> [The task] Transcribe the records below exactly as they appear, omitting any pictures.

□ □ □ □ □

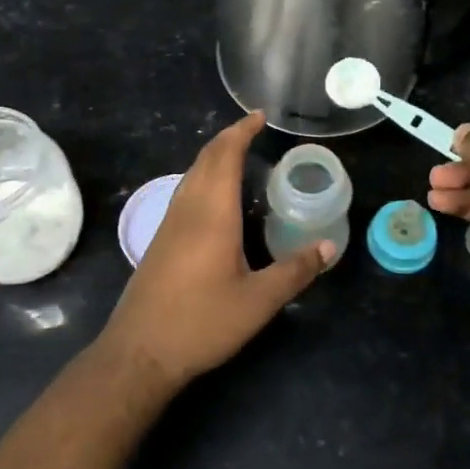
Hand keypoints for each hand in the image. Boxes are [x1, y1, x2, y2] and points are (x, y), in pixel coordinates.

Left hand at [99, 110, 334, 389]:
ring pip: (191, 174)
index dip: (241, 132)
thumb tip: (329, 247)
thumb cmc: (201, 323)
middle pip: (205, 159)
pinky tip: (215, 198)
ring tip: (238, 155)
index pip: (225, 156)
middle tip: (253, 130)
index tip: (258, 116)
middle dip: (228, 138)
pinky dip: (203, 177)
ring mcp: (169, 224)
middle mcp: (188, 209)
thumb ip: (295, 271)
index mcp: (212, 214)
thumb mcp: (258, 302)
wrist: (139, 352)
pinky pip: (184, 192)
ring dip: (213, 157)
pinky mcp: (160, 241)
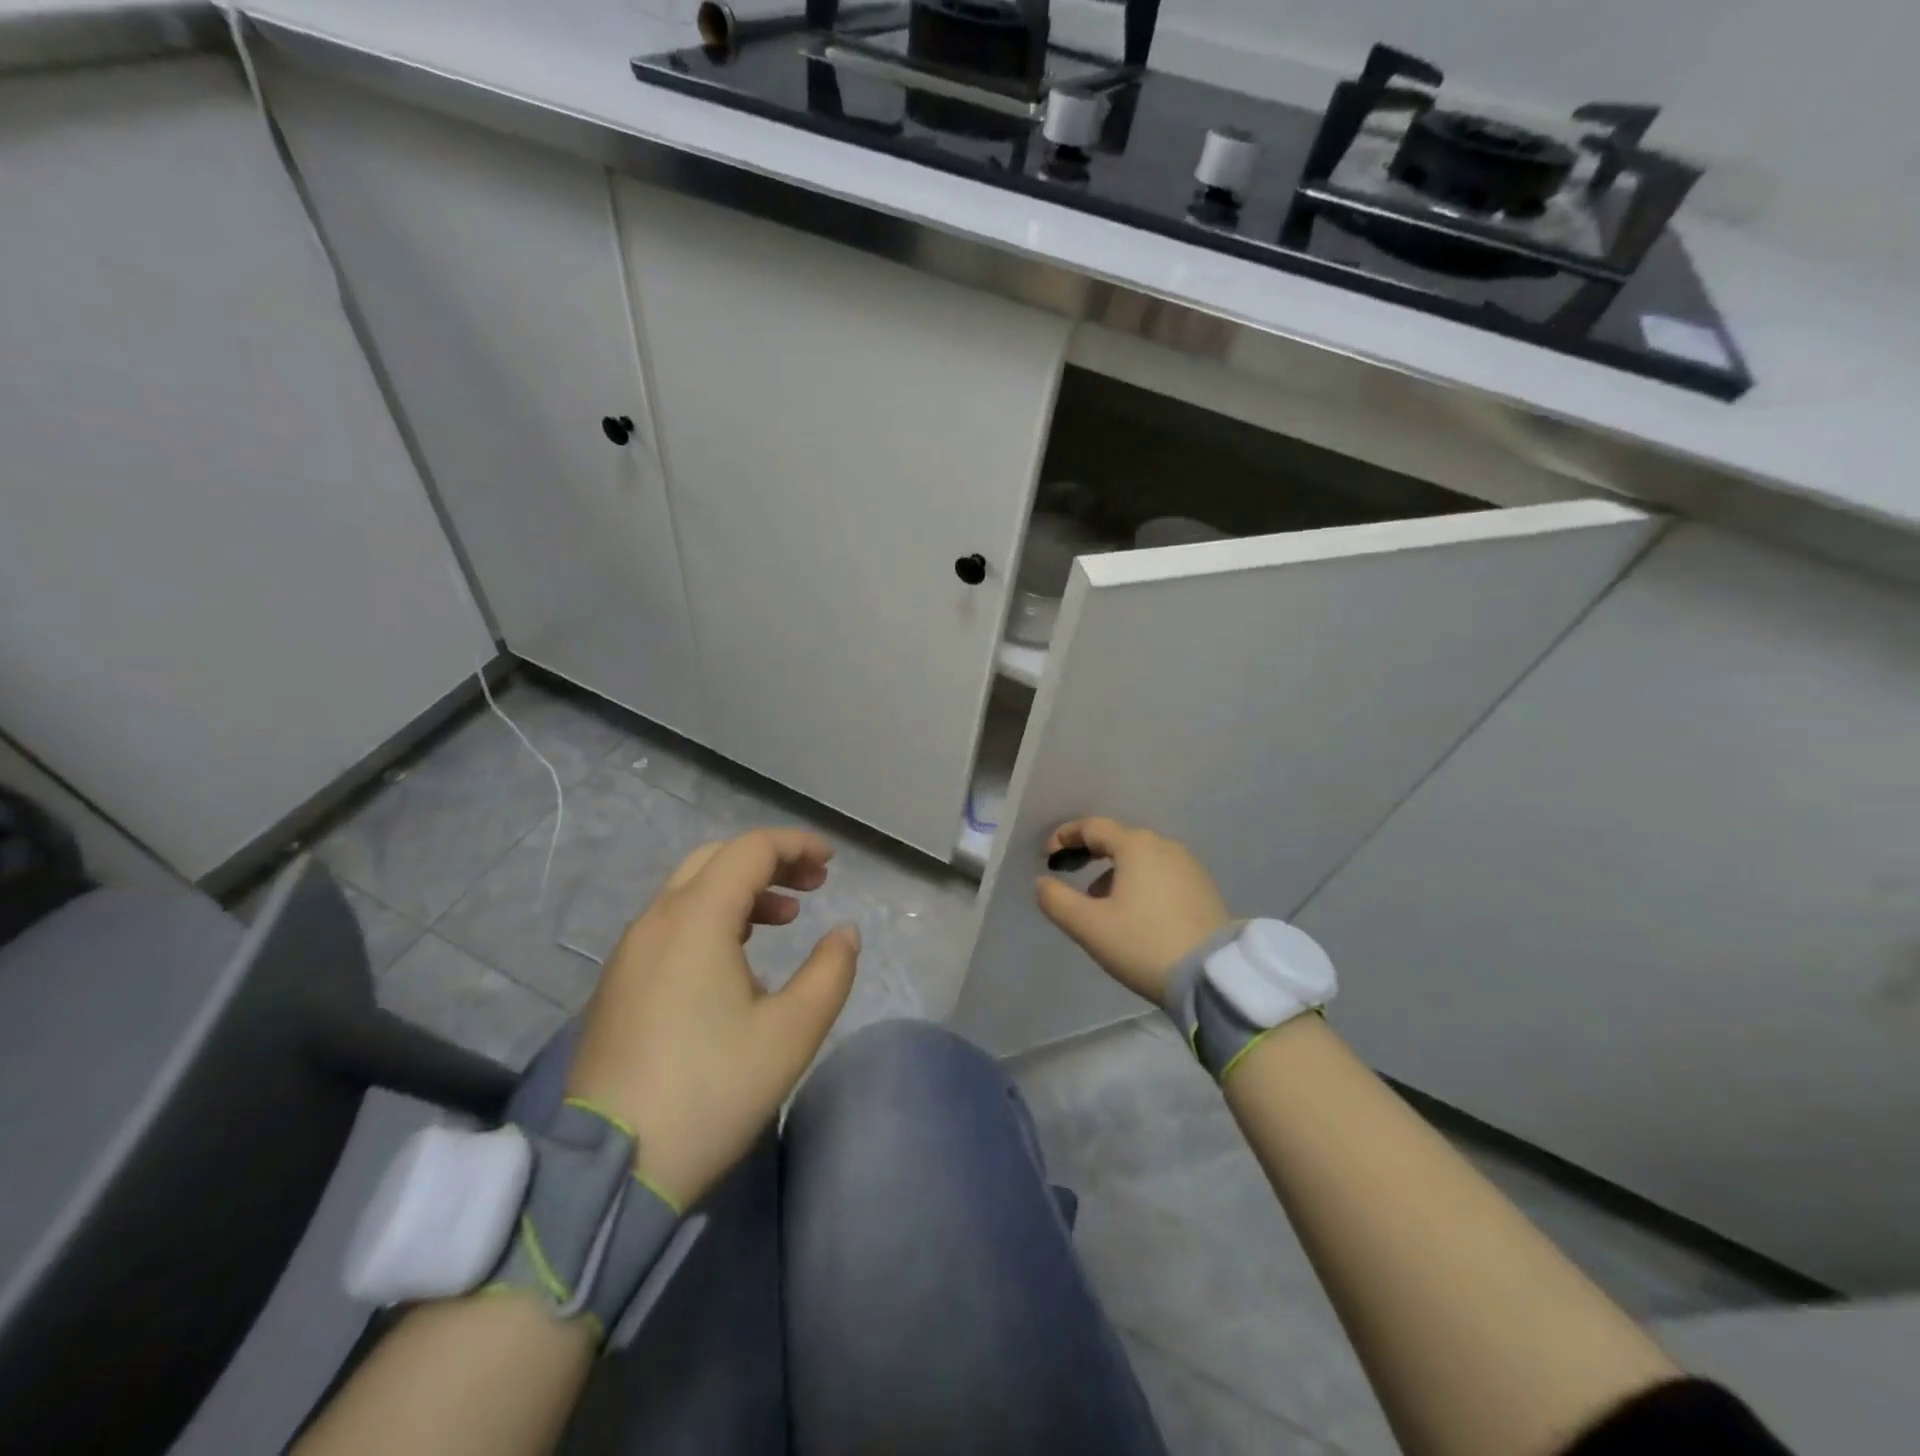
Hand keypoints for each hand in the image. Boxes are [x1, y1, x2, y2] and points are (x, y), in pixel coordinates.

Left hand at [565, 828, 858, 1208]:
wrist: (610, 1168)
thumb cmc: (711, 1090)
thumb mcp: (791, 1033)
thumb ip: (830, 972)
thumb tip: (844, 933)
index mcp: (696, 919)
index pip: (750, 850)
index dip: (796, 845)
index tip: (832, 864)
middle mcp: (657, 920)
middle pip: (717, 860)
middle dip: (770, 862)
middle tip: (812, 886)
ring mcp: (631, 952)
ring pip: (691, 890)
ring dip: (742, 890)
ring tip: (785, 920)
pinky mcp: (619, 983)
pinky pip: (672, 923)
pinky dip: (714, 917)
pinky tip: (740, 960)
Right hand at [1035, 817, 1230, 1002]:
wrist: (1212, 975)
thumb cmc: (1143, 943)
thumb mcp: (1089, 926)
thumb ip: (1057, 900)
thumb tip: (1042, 882)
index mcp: (1135, 846)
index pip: (1093, 827)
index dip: (1065, 836)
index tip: (1047, 854)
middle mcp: (1164, 846)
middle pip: (1119, 840)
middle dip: (1090, 853)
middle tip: (1070, 872)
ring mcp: (1189, 866)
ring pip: (1141, 859)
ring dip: (1115, 872)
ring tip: (1100, 903)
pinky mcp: (1204, 888)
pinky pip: (1161, 874)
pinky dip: (1140, 883)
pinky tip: (1134, 912)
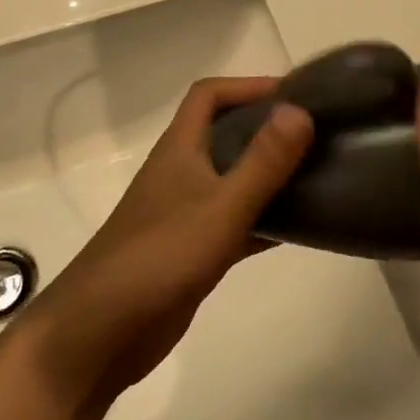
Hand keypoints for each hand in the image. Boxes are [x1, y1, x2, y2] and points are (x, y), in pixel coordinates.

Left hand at [26, 77, 314, 404]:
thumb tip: (300, 109)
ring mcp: (186, 213)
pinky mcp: (194, 251)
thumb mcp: (221, 206)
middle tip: (317, 134)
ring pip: (235, 180)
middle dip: (268, 128)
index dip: (249, 86)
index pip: (210, 96)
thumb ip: (263, 161)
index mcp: (180, 150)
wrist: (100, 333)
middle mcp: (182, 173)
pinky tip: (302, 227)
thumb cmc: (160, 257)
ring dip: (270, 174)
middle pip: (226, 135)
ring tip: (319, 174)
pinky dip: (266, 219)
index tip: (296, 95)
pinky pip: (237, 222)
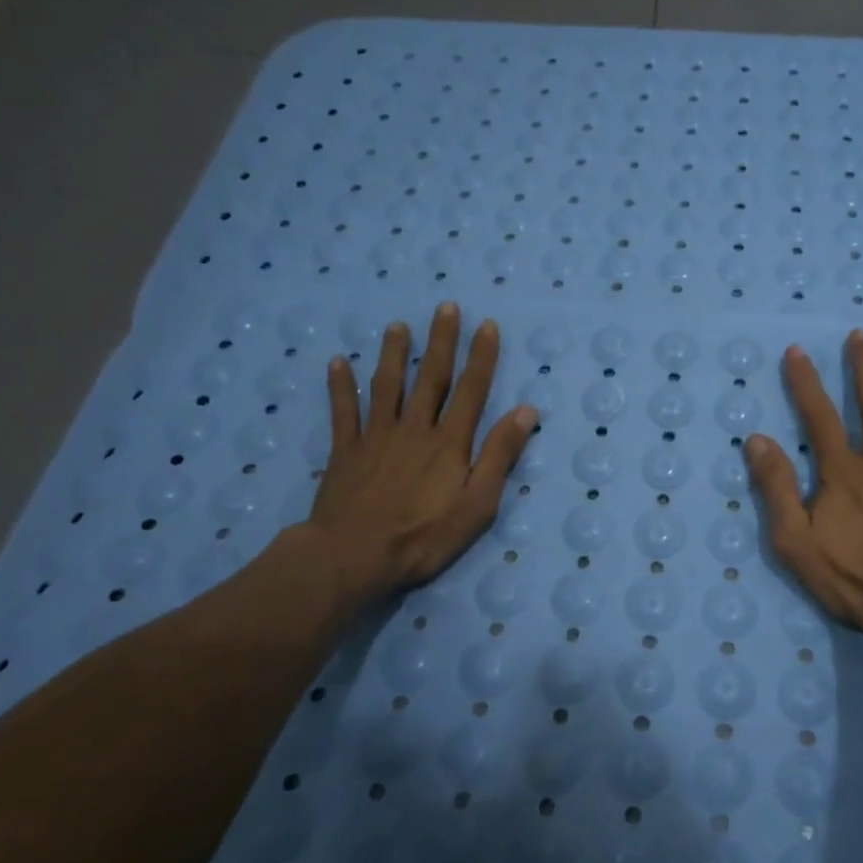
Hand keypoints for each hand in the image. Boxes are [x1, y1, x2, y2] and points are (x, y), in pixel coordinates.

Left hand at [299, 303, 535, 609]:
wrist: (353, 556)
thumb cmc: (423, 536)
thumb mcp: (477, 504)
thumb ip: (499, 455)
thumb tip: (525, 411)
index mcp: (449, 442)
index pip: (471, 390)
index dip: (481, 357)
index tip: (486, 325)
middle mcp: (414, 428)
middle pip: (431, 378)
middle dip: (441, 341)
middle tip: (445, 306)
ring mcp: (376, 437)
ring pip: (386, 386)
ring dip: (394, 354)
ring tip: (397, 326)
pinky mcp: (345, 451)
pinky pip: (342, 412)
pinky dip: (340, 386)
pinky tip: (337, 362)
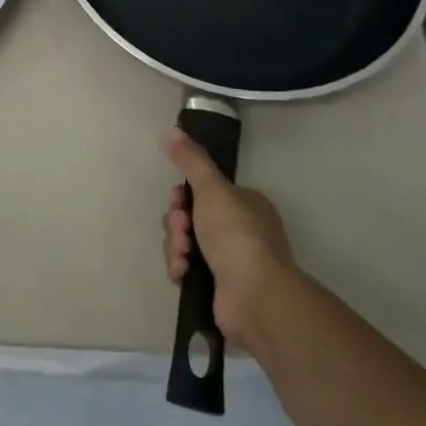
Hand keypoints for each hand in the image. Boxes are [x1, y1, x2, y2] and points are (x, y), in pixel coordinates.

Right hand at [162, 127, 296, 339]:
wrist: (254, 296)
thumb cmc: (236, 234)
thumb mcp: (212, 188)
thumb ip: (191, 159)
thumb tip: (171, 129)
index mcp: (244, 204)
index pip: (203, 191)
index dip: (183, 195)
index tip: (177, 200)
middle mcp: (240, 230)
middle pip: (190, 217)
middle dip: (177, 223)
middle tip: (182, 230)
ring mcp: (230, 260)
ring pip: (185, 243)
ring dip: (175, 246)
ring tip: (183, 256)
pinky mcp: (218, 286)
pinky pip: (187, 269)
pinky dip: (180, 268)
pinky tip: (182, 273)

□ □ □ □ □

> [Your solution]
Hand keypoints for each hand in the image. Boxes are [x1, y1, x2, y2] and points are (x, y), in pixel coordinates.

Left hand at [99, 110, 334, 389]:
ring pip: (191, 174)
index dip: (241, 132)
thumb tip: (329, 247)
thumb cmc: (201, 323)
middle pip: (205, 159)
pinky tip: (215, 198)
ring tip: (238, 155)
index pip: (225, 156)
middle tip: (253, 130)
index tip: (258, 116)
middle dip: (228, 138)
pinky dip: (203, 177)
ring mcp: (169, 224)
middle mcp: (188, 209)
thumb ip: (295, 271)
index mcp: (212, 214)
thumb mcp: (258, 302)
wrist: (139, 352)
pinky pip: (184, 192)
ring dip: (213, 157)
pinky mcp: (160, 241)
Hand keypoints for each hand in the image. Boxes are [x1, y1, x2, y2] and points are (x, y), in pixel coordinates.

Left hand at [565, 828, 858, 1208]:
wrist: (610, 1168)
thumb cmc: (711, 1090)
thumb mcp: (791, 1033)
thumb ip: (830, 972)
thumb tip: (844, 933)
index mcp: (696, 919)
index pip: (750, 850)
index dip: (796, 845)
index tip: (832, 864)
middle mcp: (657, 920)
middle pip: (717, 860)
middle dip: (770, 862)
middle tip: (812, 886)
ring mcp: (631, 952)
ring pip: (691, 890)
ring dip: (742, 890)
ring tip: (785, 920)
pinky mcp: (619, 983)
pinky pip: (672, 923)
pinky dip: (714, 917)
pinky tip: (740, 960)
Right hand at [1035, 817, 1230, 1002]:
wrist: (1212, 975)
thumb cmc: (1143, 943)
thumb mcp: (1089, 926)
thumb ip: (1057, 900)
thumb tip: (1042, 882)
index mcp: (1135, 846)
index pip: (1093, 827)
index dip: (1065, 836)
index tip: (1047, 854)
middle mcp: (1164, 846)
middle pip: (1119, 840)
middle dip: (1090, 853)
middle tip: (1070, 872)
ring mcp: (1189, 866)
ring pip: (1141, 859)
ring dip: (1115, 872)
ring tip: (1100, 903)
pinky mcp: (1204, 888)
pinky pip: (1161, 874)
pinky dip: (1140, 883)
pinky tip: (1134, 912)
Hand keypoints for each hand in the image. Boxes are [x1, y1, x2, y2] and points are (x, y), in pixel coordinates.

Left hand at [26, 77, 314, 404]:
thumb tip: (300, 109)
ring mcp: (186, 213)
pinky mcp: (194, 251)
thumb mcp: (221, 206)
middle tip: (317, 134)
ring pip: (235, 180)
middle dip: (268, 128)
index dip: (249, 86)
index pip: (210, 96)
thumb ip: (263, 161)
index mcp: (180, 150)
wrist: (100, 333)
middle mcp: (182, 173)
pinky tip: (302, 227)
thumb cmc: (160, 257)
ring dip: (270, 174)
middle pip: (226, 135)
ring tip: (319, 174)
pinky dip: (266, 219)
index tip: (296, 95)
pinky pip: (237, 222)
Hand keypoints for each hand in the image. Boxes are [x1, y1, x2, y2] and points are (x, y), in pixel coordinates.

Left hand at [299, 303, 535, 609]:
wrist: (353, 556)
thumb cmc: (423, 536)
thumb mcp: (477, 504)
thumb ip: (499, 455)
thumb tip: (525, 411)
index mcp: (449, 442)
index pip: (471, 390)
index dip: (481, 357)
index tip: (486, 325)
middle mcp: (414, 428)
middle pip: (431, 378)
middle dip: (441, 341)
middle tip: (445, 306)
ring mcp: (376, 437)
ring pip: (386, 386)
ring dip: (394, 354)
ring tip: (397, 326)
pinky mcp: (345, 451)
pinky pip: (342, 412)
pinky dip: (340, 386)
pinky tip: (337, 362)
Hand keypoints for each hand in the image. Boxes are [x1, y1, x2, y2] and points are (x, y), in pixel coordinates.

Right hand at [162, 127, 296, 339]:
wrist: (254, 296)
thumb cmc: (236, 234)
thumb mcp: (212, 188)
thumb ip: (191, 159)
thumb tip: (171, 129)
index mcp: (244, 204)
index pip: (203, 191)
index dip: (183, 195)
index tip: (177, 200)
middle mcp: (240, 230)
middle pip: (190, 217)
middle dip: (177, 223)
middle tip: (182, 230)
ring mcp: (230, 260)
ring pip: (185, 243)
ring dip: (175, 246)
ring tip: (183, 256)
pinky mcp: (218, 286)
pinky pip: (187, 269)
pinky dip: (180, 268)
pinky tip: (182, 273)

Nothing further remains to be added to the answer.